Personal information
- Date of birth: 13 September 1996 (age 29)
- Place of birth: Plzeň, Czech Republic
- Height: 1.78 m (5 ft 10 in)
- Position: Goalkeeper

Team information
- Current team: Slavia Prague
- Number: 33

Youth career
- TJ Sokol Plasy
- Viktoria Plzeň

Senior career*
- Years: Team / Apps / (Gls)
- 2013–2014: Viktoria Plzeň
- 2014–2021: Slavia Prague / 59 / (0)
- 2021–2023: Paris Saint-Germain / 13 / (0)
- 2023–2024: Tottenham Hotspur / 6 / (0)
- 2024–: Slavia Prague / 22 / (0)
- 2026: → Arsenal (loan) / 0 / (0)

International career^{‡}
- 2009–2011: Czech Republic U17 / 2 / (0)
- 2014–2015: Czech Republic U19 / 7 / (0)
- 2014–: Czech Republic / 56 / (0)

= Barbora Votíková =

Czech footballer (born 1996)

Barbora Votíková (born 13 September 1996) is a Czech professional footballer who plays as a goalkeeper for Czech Women's First League club Slavia Prague and the Czech Republic national team. Known as Bára, she is also a YouTuber.

==Club career==
Born in Plasy, Votíková started her youth career with local club TJ Sokol Plasy at 8 years old, where she played with boys. She moved to youth academy of Viktoria Plzeň later. In 2013 at the age of 17, she started to play for club's senior team.

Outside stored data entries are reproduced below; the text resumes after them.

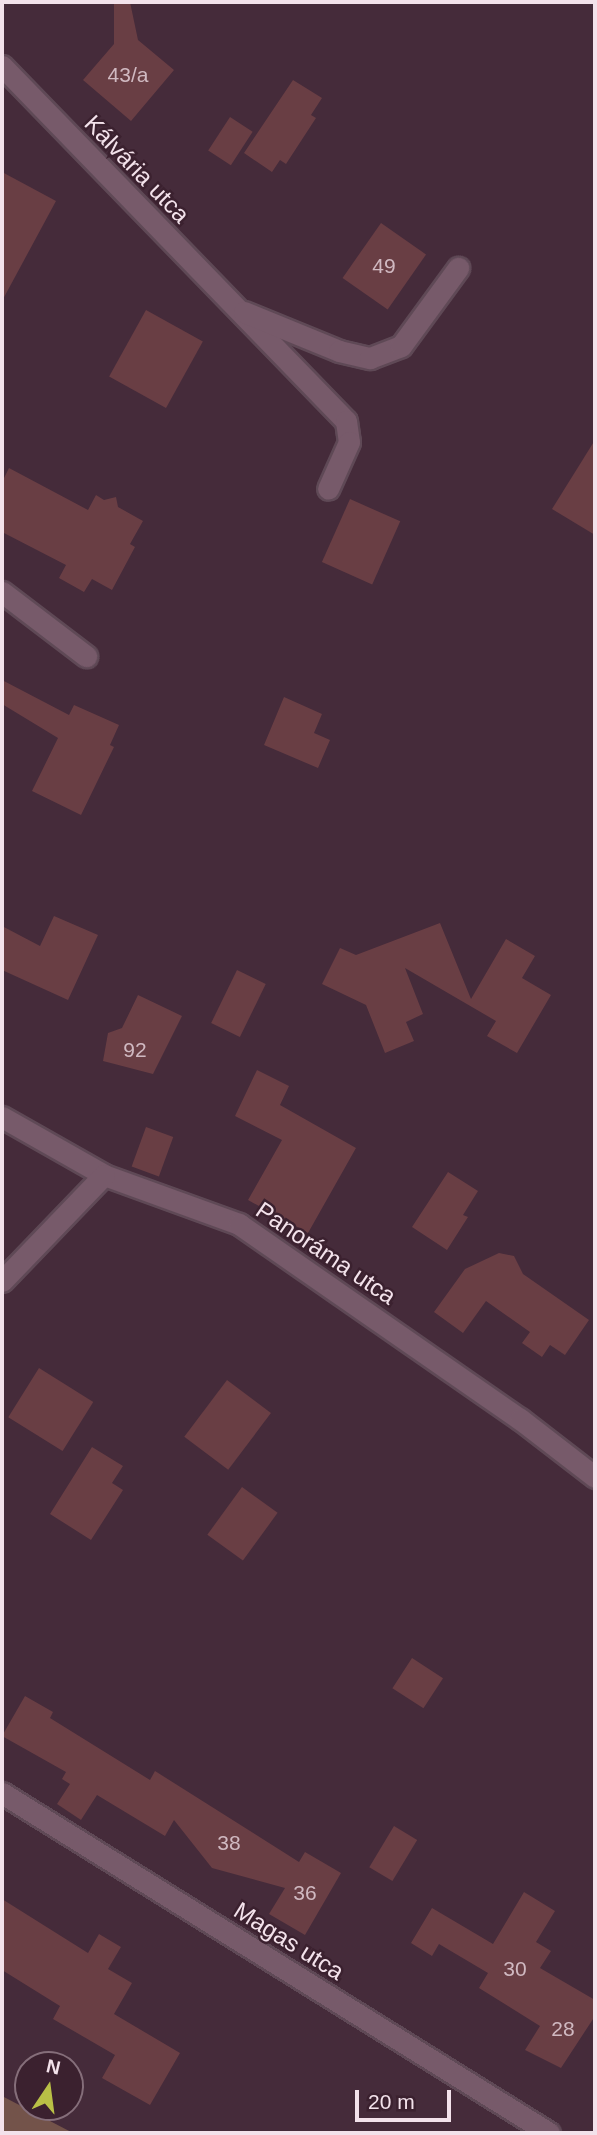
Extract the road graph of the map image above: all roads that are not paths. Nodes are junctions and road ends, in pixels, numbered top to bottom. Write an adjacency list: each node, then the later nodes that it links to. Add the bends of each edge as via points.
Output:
1 (2, 66): 3 (street, Kálvária utca)
2 (458, 268): 3 (street, Kálvária utca, via 401,346 370,358 339,351)
3 (235, 309): 4 (street, Kálvária utca, via 346,421 349,442)
4 (328, 489)
5 (2, 592): 6 (street)
6 (86, 656)
7 (2, 1117): 8 (street, Panoráma utca)
8 (104, 1175): 9 (street); 10 (street, Panoráma utca, via 239,1224 520,1419)
9 (2, 1281)
10 (595, 1477)
11 (2, 1793): 12 (street, Magas utca)
12 (549, 2133)

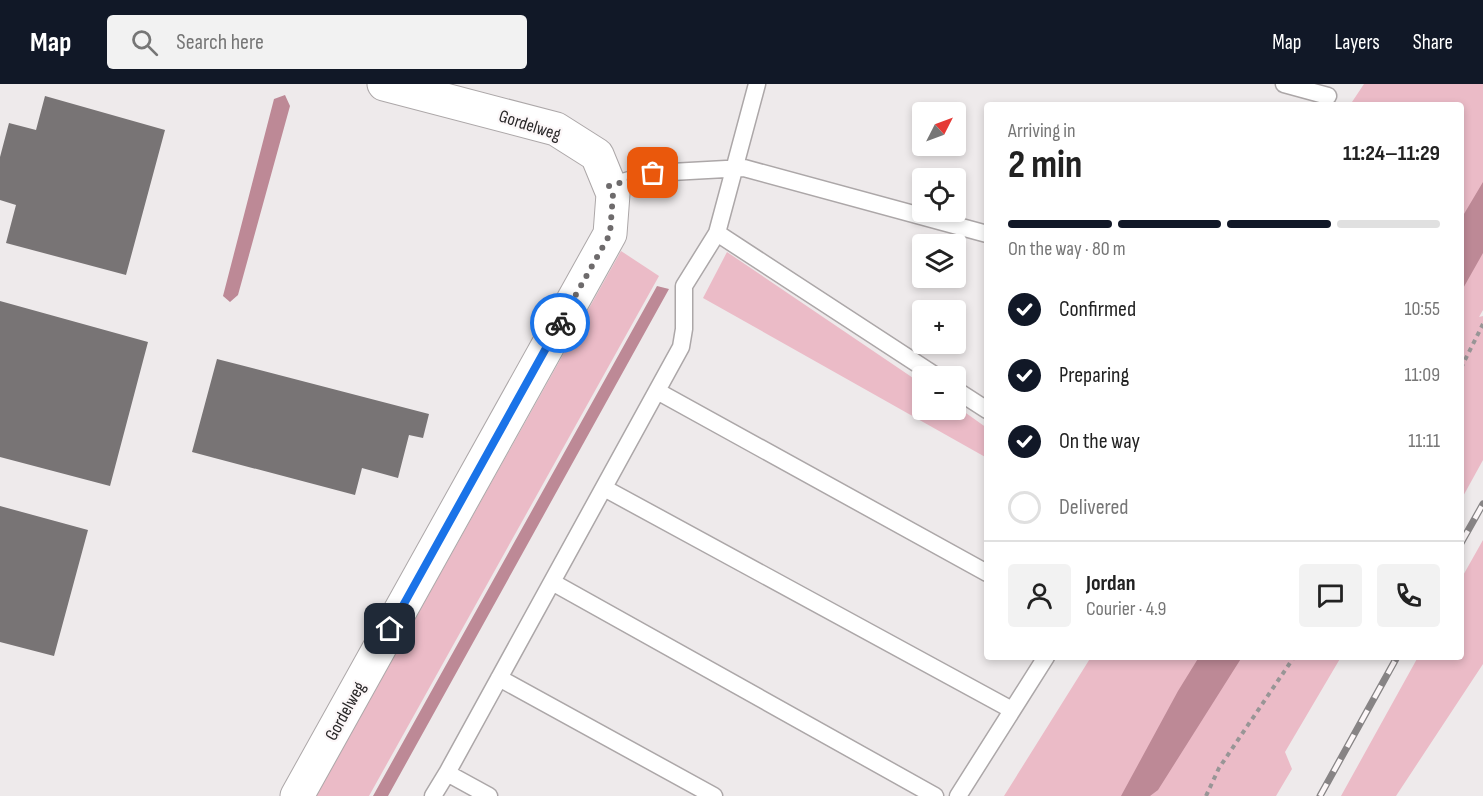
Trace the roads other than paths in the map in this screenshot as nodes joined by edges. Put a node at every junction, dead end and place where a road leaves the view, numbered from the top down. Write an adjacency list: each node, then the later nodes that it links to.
1 (384, 84): 4 (street, Gordelweg)
2 (757, 84): 6 (lane)
3 (1284, 84): 5 (lane)
4 (423, 89): 7 (street, Gordelweg)
5 (1328, 95)
6 (735, 168): 7 (lane); 8 (lane); 9 (lane)
7 (609, 186): 21 (street, Gordelweg)
8 (717, 233): 10 (lane); 11 (lane)
9 (984, 233)
10 (921, 366)
11 (657, 391): 14 (lane); 15 (lane)
12 (966, 396): 13 (lane)
13 (984, 408)
14 (604, 488): 16 (lane); 19 (lane)
15 (984, 571)
16 (552, 582): 18 (lane); 25 (lane)
17 (1044, 660): 19 (lane)
18 (499, 678): 20 (lane); 24 (lane)
19 (1012, 710): 26 (lane)
20 (447, 773): 22 (lane); 23 (lane)
21 (297, 796)
22 (433, 796)
23 (489, 796)
24 (714, 796)
25 (935, 796)
26 (958, 796)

In 2014, Votíková joined Slavia Prague with whom she played in UEFA Women's Champions League for the first time. During 2017–18 season, she helped her club reach the quarter-finals of Champions League.

On 25 August 2021, French club Paris Saint-Germain signed Votíková on a two-year deal.

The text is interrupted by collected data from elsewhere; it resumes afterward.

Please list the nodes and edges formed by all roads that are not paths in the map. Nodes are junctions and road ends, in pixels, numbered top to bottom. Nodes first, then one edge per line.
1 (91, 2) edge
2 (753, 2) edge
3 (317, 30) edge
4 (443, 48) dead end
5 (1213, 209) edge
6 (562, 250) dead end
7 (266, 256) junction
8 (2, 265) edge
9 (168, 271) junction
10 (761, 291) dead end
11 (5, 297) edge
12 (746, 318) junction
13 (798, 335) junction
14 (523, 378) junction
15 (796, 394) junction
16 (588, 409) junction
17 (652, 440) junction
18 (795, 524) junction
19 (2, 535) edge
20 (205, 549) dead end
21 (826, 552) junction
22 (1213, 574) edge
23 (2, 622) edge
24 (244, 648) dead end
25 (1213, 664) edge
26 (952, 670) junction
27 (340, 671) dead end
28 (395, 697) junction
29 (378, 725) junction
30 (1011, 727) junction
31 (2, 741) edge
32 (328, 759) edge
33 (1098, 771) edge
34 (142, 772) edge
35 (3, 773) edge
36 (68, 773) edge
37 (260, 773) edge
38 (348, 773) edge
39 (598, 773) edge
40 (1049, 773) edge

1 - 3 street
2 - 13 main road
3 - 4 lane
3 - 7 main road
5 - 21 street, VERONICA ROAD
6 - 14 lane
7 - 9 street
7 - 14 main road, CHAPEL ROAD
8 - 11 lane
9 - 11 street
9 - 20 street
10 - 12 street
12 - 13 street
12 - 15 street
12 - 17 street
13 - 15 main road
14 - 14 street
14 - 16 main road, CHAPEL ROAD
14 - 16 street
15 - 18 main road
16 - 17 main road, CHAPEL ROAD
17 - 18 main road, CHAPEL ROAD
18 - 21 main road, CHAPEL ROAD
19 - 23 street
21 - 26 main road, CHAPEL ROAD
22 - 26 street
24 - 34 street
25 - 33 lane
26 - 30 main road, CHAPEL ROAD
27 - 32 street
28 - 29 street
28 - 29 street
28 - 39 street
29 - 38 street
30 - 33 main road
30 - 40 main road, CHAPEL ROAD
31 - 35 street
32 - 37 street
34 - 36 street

In April 2022, Votíková suffered an ACL rupture in her right knee and did not play for the remainder of the season. Votíková returned after her injury in February 2023, playing a friendly match against Paris FC.

On 8 June 2023, Paris Saint-Germain announced that Votíková would be leaving the club as her contract expired.

On 17 August 2023, Votíková signed a two-year contract with English club Tottenham Hotspur. She made her first league start against rivals Arsenal on 16 December 2023, keeping a clean sheet and winning player of the match.

On 15 August 2024, Votíková signed a three-year contract with Slavia Prague.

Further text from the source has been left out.